Entendre et voir Lucia Popp dans cet opéra est un véritable régal, et l’on ne sait ce que l’on doit préférer : le timbre à la fois pur et charnu, le sourire malicieux et tendre, la finesse, la tristesse rêveuse, la grâce indéfinissable, en un mot, le charme…

Siegfried Jérusalem, qui devait plus tard s’imposer à Bayreuth dans le répertoire wagnérien, campe un Hans fort crédible, bien que parfois un peu mis à mal dans la tessiture aigüe. Il est vrai qu’il venait d’aborder « Parsifal », également à Vienne.

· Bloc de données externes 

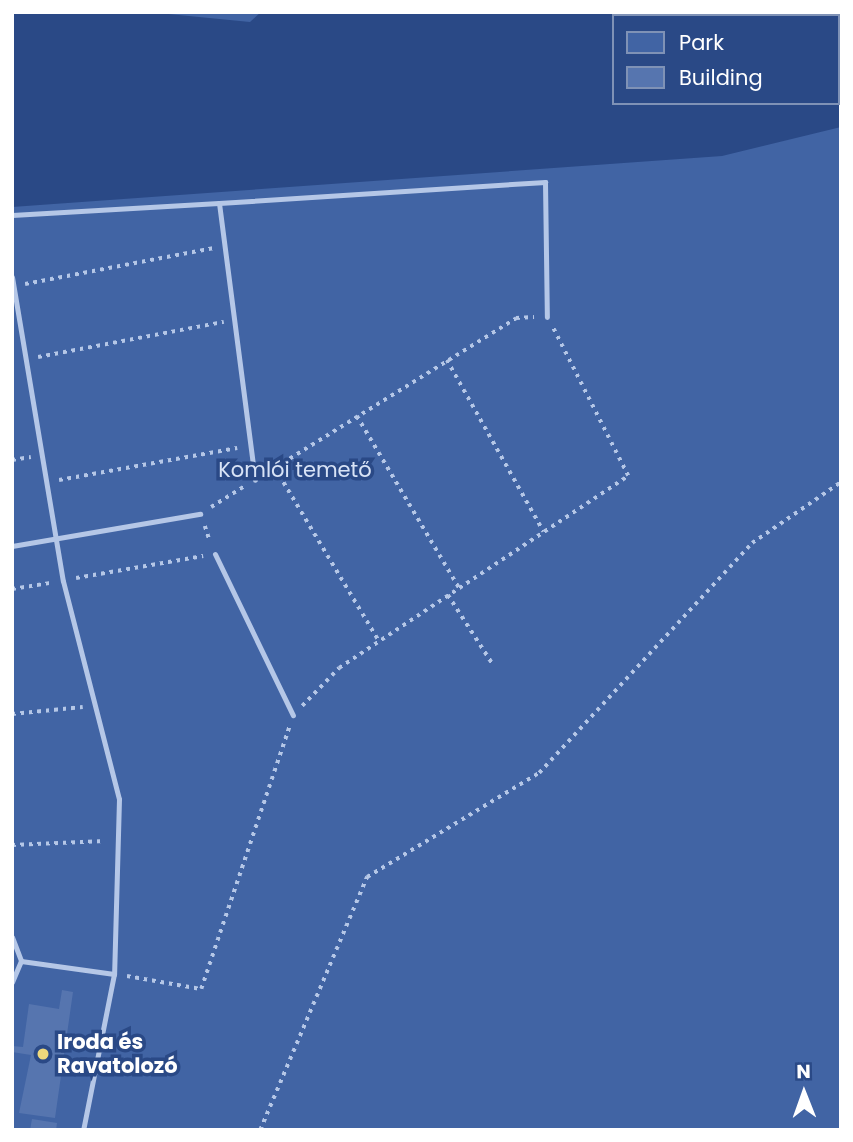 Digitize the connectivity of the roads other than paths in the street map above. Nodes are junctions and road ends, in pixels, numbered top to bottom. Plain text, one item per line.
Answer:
1 (219, 203) junction
2 (12, 215) edge
3 (12, 277) edge
4 (14, 286) edge
5 (547, 317) road end
6 (255, 480) road end
7 (201, 514) road end
8 (56, 539) junction
9 (12, 546) edge
10 (215, 554) road end
11 (293, 715) road end
12 (12, 937) edge
13 (21, 961) junction
14 (12, 965) edge
15 (114, 974) junction
16 (12, 982) edge
17 (82, 1130) edge

1 - 2 lane
1 - 5 lane
1 - 6 lane
3 - 4 lane
4 - 8 lane
7 - 8 lane
8 - 9 lane
8 - 15 lane
10 - 11 lane
12 - 13 lane
13 - 14 lane
13 - 15 lane
13 - 16 lane
15 - 17 lane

Et puis, c’est un vrai plaisir que de retrouver Karl Ridderbush, plutôt habitué à Gurnemanz, Hans Sachs ou Hagen, dans le rôle truculent de Kezal.

Autre bonheur : l’étonnant Heinz Zednik – l’inoubliable Mime de Chéreau et Boulez à Bayreuth – dans le personnage, gauche et touchant à force d’être ridicule, de Wenzel, le prétendant finalement éconduit par Marie.

Les autres comprimari ne manquent pas non plus de panache, et il convient de décerner une mention toute particulière au vétéran Erich Kunz, très drôle en directeur de cirque, sans oublier la gracieuse Esmeralda de Gabriele Sima qui, plus tard sera Octavian auprès de Natalie Dessay, à Vienne, toujours....

Si l’on ajoute l’excellence des chœurs, et du chef Adam Fischer à la tête de l’orchestre du Wiener Staatsoper à la fête, on comprendra que l’on tient là une très belle version qui eût sans doute un peu gagné à être chantée dans sa langue originale.

Mais tant pis, Lucia était là, Lucia que Muti surnomma « la lumière »..Elle seule justifierait l’achat de ce DVD, savoureux et parfumé comme les bonbons d’antan.